RADIUS Load Balancing for Cisco ISE: The Complete Guide

If you’ve got multiple ISE Policy Service Nodes and you’re trying to distribute RADIUS traffic across them without breaking 802.1X, CoA, or session tracking — this guide is for you.

RADIUS load balancing is one of those topics that looks straightforward on paper but has a handful of sharp edges that bite you in production. We’re going to cover every major concept: PSN architecture, load balancing methods, session persistence, the SNAT trap, health probes, ISE-side config requirements, and what to watch for in cloud environments.

Key Concepts & Terminology

Before diving into configs, let’s lock down the vocabulary — Cisco uses specific terms throughout this topic and you’ll need them to follow along.

PSN — Policy Service Node The ISE persona that actually handles RADIUS requests and makes policy decisions. In a load-balanced setup, you’ll have multiple PSNs behind a single virtual IP.

VIP — Virtual IP Address The IP address that the load balancer listens on. Your NADs — switches, WLCs, firewalls — point to the VIP as their RADIUS server. The load balancer forwards those packets to the real PSN IPs in the backend pool.

NAD — Network Access Device Your access-layer gear — switches, wireless LAN controllers, firewalls — anything that enforces network access and sends RADIUS authentication requests.

Backend Pool / Server Farm The grouping of real PSN IPs that receive traffic forwarded from the VIP. Think of it as a cluster of servers sitting behind a single front-end address.

🧠 Pro tip: Group PSNs geographically — the same way you’d configure ISE Node Groups. Cisco recommends using your node group structure as the basis for your backend pools. This keeps session data shared between nodes in the same location.

Protocol Basics — Why UDP Matters

Here’s something that catches people off guard: RADIUS runs over UDP — not TCP. And that matters a lot when choosing a load balancer.

Protocol	Port	Transport
RADIUS Authentication / Authorization	1812	UDP
RADIUS Accounting	1813	UDP
TACACS+	49	TCP

Most cloud load balancers come in two flavors: Application Load Balancers and Network Load Balancers. Application Load Balancers don’t process UDP at all — so they’re out immediately. You need a Network Load Balancer that explicitly supports UDP traffic.

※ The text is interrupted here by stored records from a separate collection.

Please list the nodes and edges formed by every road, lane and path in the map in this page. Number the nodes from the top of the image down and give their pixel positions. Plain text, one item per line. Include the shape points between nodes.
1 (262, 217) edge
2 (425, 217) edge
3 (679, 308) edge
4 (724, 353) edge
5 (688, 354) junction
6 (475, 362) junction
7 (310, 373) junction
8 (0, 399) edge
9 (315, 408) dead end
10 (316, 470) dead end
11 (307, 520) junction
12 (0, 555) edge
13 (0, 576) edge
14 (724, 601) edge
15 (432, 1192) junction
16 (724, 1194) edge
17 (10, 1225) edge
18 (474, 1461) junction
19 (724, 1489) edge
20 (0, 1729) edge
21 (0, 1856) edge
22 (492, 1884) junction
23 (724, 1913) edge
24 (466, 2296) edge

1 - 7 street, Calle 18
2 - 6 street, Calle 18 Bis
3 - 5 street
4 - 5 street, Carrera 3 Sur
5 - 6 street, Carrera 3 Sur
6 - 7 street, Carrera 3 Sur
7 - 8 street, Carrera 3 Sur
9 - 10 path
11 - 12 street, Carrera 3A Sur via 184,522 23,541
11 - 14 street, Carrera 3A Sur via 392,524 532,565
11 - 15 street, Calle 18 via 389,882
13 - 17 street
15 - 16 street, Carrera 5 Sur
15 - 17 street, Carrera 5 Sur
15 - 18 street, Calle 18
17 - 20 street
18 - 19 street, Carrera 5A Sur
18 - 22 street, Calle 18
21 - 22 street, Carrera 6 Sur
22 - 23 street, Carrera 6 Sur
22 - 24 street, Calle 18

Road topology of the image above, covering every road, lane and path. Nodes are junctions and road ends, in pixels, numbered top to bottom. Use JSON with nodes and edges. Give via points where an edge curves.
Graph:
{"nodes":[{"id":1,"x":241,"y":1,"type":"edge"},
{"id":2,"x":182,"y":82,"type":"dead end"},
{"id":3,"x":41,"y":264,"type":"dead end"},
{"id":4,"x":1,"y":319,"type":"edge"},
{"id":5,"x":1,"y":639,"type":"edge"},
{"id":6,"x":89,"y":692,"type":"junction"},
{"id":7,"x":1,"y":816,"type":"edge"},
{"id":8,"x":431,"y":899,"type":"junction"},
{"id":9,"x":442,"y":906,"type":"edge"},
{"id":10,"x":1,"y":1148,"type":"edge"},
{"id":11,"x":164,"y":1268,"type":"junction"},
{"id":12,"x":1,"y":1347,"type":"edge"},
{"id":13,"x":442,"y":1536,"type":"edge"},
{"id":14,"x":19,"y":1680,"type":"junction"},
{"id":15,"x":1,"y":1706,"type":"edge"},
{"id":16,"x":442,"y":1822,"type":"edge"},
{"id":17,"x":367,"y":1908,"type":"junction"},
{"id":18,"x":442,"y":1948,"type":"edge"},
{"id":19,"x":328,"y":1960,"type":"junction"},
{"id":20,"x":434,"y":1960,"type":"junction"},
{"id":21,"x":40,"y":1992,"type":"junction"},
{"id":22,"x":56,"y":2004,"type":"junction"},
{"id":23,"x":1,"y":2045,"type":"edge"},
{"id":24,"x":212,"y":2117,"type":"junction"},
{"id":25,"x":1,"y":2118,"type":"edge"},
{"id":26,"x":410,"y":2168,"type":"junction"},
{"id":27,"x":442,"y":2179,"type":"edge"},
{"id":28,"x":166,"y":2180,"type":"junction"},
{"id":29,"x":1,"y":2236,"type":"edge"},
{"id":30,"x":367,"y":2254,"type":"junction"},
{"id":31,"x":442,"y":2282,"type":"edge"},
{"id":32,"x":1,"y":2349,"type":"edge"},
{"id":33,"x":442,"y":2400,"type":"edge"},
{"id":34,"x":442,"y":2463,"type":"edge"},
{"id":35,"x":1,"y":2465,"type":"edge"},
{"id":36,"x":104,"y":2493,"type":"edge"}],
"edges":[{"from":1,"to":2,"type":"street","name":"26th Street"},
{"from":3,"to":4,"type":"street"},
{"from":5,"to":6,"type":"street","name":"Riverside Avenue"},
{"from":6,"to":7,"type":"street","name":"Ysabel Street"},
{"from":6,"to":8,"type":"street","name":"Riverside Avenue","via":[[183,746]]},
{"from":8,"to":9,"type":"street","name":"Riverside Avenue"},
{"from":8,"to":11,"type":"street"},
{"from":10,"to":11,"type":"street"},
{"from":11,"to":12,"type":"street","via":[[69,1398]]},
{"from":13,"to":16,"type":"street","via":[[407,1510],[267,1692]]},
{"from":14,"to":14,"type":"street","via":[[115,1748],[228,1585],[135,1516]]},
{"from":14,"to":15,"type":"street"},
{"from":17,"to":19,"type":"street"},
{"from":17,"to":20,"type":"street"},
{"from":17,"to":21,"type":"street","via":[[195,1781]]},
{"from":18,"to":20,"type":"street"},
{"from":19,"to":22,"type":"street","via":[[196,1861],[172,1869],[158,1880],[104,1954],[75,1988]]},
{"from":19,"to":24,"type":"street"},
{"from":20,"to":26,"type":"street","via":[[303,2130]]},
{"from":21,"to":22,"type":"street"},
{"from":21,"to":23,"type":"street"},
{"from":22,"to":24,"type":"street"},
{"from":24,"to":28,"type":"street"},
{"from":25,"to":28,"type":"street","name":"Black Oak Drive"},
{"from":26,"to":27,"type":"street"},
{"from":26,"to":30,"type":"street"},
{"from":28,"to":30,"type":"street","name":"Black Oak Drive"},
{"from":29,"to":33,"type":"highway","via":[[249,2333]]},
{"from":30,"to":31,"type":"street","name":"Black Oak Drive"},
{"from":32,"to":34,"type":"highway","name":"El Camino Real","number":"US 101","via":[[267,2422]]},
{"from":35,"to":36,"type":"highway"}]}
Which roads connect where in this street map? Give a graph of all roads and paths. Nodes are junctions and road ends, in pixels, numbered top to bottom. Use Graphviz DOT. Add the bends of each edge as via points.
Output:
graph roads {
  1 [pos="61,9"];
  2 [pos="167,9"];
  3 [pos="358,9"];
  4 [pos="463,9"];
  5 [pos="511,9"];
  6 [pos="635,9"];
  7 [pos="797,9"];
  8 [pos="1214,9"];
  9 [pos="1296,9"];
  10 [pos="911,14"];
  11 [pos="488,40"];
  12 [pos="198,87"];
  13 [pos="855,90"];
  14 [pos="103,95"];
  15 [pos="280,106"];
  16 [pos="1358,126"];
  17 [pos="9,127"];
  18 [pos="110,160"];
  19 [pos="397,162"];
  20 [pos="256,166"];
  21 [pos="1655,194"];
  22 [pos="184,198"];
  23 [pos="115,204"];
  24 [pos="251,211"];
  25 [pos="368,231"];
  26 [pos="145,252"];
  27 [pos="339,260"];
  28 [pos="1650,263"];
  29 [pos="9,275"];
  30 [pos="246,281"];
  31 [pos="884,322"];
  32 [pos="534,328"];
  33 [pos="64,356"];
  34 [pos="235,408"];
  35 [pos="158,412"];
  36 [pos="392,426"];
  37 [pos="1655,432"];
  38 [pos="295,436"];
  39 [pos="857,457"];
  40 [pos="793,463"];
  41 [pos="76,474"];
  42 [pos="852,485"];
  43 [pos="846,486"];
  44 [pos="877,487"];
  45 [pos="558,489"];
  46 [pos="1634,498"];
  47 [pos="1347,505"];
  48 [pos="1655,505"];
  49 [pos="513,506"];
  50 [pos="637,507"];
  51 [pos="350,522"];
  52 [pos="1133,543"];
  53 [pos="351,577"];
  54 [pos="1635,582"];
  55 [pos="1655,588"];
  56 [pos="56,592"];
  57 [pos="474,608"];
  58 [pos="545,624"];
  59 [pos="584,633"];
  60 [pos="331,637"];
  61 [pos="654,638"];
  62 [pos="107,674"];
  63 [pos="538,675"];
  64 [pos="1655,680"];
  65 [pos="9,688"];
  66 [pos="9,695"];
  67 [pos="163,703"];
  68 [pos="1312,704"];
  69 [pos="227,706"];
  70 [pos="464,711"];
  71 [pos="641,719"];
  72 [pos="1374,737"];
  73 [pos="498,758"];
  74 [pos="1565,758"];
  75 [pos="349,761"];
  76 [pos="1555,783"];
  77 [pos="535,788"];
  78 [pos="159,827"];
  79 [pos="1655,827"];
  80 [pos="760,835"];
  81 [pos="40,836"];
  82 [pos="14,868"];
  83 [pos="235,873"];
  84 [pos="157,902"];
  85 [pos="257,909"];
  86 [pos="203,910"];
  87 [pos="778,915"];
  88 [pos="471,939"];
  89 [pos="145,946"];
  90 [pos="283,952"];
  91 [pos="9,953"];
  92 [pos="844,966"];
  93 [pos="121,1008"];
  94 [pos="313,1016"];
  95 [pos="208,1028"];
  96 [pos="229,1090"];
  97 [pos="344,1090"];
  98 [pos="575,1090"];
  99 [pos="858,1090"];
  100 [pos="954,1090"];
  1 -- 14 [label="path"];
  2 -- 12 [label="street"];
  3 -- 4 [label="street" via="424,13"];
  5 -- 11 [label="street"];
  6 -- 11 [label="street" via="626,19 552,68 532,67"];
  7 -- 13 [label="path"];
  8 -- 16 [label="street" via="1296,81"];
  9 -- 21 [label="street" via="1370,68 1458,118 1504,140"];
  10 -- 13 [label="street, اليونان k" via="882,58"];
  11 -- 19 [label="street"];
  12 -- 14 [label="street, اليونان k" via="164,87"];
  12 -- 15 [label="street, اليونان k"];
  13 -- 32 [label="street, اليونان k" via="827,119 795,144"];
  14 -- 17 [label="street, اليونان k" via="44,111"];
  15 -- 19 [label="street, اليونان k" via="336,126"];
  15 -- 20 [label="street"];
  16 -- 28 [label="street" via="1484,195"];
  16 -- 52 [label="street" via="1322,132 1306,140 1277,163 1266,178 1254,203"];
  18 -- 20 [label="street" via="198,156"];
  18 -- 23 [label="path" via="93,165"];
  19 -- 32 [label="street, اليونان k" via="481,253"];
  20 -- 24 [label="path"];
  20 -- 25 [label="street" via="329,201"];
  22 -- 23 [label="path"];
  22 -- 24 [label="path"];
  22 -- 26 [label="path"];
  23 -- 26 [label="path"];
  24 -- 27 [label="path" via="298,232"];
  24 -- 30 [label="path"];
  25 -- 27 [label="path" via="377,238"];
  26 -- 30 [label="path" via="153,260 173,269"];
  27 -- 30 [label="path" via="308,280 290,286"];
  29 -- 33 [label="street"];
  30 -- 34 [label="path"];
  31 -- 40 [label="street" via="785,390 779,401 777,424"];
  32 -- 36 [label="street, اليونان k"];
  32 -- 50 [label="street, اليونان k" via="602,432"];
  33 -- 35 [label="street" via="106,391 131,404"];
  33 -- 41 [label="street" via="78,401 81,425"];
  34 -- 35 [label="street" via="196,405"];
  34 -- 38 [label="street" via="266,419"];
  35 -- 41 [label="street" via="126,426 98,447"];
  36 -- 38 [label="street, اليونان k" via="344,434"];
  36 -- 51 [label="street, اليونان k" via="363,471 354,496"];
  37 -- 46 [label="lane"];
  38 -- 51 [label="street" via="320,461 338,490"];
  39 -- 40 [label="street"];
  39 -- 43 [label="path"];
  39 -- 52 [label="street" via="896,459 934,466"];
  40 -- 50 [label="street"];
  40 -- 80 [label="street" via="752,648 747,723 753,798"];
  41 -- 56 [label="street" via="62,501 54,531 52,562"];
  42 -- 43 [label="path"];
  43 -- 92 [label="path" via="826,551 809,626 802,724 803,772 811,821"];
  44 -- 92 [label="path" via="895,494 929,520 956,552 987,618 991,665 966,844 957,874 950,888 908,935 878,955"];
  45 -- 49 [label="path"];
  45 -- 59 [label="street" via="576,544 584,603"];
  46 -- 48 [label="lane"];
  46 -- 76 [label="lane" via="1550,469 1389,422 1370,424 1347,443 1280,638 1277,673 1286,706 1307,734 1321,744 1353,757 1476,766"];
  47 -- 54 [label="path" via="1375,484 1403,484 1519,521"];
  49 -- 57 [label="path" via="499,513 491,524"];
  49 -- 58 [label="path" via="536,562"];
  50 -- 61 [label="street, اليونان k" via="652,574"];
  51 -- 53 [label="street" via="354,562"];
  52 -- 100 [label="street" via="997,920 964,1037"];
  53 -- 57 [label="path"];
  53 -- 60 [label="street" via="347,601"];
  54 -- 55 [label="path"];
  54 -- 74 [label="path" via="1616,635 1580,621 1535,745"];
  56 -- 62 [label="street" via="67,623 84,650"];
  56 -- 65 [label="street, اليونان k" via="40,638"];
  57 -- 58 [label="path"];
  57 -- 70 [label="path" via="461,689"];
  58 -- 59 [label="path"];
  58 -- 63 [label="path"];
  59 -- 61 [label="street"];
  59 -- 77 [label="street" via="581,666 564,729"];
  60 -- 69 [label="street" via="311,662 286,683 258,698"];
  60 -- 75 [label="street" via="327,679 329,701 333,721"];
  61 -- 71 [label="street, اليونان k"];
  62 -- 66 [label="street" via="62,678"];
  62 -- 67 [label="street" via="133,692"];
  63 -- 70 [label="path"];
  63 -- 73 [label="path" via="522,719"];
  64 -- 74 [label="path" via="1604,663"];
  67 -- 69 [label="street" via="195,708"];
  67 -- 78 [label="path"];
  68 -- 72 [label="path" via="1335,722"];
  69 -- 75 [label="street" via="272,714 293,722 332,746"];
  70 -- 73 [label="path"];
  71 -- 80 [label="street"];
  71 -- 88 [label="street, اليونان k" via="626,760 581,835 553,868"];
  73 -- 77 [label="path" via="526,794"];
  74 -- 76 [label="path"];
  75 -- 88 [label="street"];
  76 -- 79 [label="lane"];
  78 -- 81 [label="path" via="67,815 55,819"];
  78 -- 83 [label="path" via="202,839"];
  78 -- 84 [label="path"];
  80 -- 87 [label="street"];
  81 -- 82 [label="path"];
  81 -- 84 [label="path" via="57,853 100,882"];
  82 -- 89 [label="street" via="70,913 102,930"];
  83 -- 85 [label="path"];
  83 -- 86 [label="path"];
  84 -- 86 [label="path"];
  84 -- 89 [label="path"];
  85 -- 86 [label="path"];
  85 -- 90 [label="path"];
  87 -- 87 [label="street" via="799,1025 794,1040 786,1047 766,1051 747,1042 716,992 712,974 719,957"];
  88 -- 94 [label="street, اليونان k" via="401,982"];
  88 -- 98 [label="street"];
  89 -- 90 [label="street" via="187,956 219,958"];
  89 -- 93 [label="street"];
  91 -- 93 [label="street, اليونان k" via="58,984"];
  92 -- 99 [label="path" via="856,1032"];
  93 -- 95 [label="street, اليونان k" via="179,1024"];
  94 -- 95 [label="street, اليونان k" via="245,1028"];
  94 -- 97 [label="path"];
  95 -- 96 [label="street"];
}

Listeners A listener tells the load balancer which port to watch and where to route traffic. If your VIP is 192.168.100.100, a listener on UDP/1812 means any RADIUS auth packet hitting that IP gets forwarded to your backend PSN pool. Traffic with no matching listener gets dropped — full stop.

Configure listeners for:

UDP/1812 — RADIUS authentication and authorization
UDP/1813 — RADIUS accounting
TCP/49 — TACACS+ (if applicable)

Load Balancing Methods & Session Persistence

With RADIUS, you need to be careful — UDP is connectionless, so any method that relies on tracking an ongoing TCP connection is off the table.

Why Session Persistence Is Non-Negotiable

ISE requires that all RADIUS packets for a given session go to the same PSN — authentication, authorization, accounting, and any follow-up transactions like reauthentication after a Change of Authorization (CoA).

If packets from the same device hit two different PSNs, ISE can’t manage the session lifecycle properly and authentication breaks.

Calling-Station-ID (RADIUS Attribute 31)

Most guides recommend using the Calling-Station-ID — the client’s MAC address — as your persistence key. For standard 802.1X, this works great because attribute 31 is almost always present.

NAS-IP Fallback — The Gotcha You Need to Know

Some RADIUS packets don’t include attribute 31 at all. The most common example: TrustSec PAC provisioning. The fix is compound persistence: key on both attribute 31 (Calling-Station-ID) AND attribute 4 (NAS-IP-Address). F5’s iRule implementation handles this with built-in fallback logic.

🧠 For TACACS+ (TCP), you can use source IP persistence since it’s a connection-oriented protocol.

Persistence Timeout The timeout on your persistence rules needs to be long enough to cover your full reauthentication cycle. The default two minutes is way too short. Cisco recommends setting it at least one hour beyond your highest reauthentication timer.

Health Monitoring — Don’t Just Check a Port

Your load balancer needs to know which PSNs are actually healthy before forwarding traffic to them. Checking for an open UDP socket won’t tell you if RADIUS is actually responding.

Use real RADIUS health probes. F5 BIG-IP LTM has a built-in RADIUS health monitor that acts as a simulated RADIUS client — it sends an auth request with a test username and password and checks the response.

For this to work:

Add the load balancer as a Network Access Device in ISE so ISE will respond to probe authentications:
- Navigate to Administration → Network Resources → Network Devices → Add
- Enter the LB’s IP address and RADIUS shared secret
Create a dedicated test account in ISE that the health probes authenticate as.
Configure the LB monitor to send RADIUS auth requests to UDP/1812 on each PSN using that test account.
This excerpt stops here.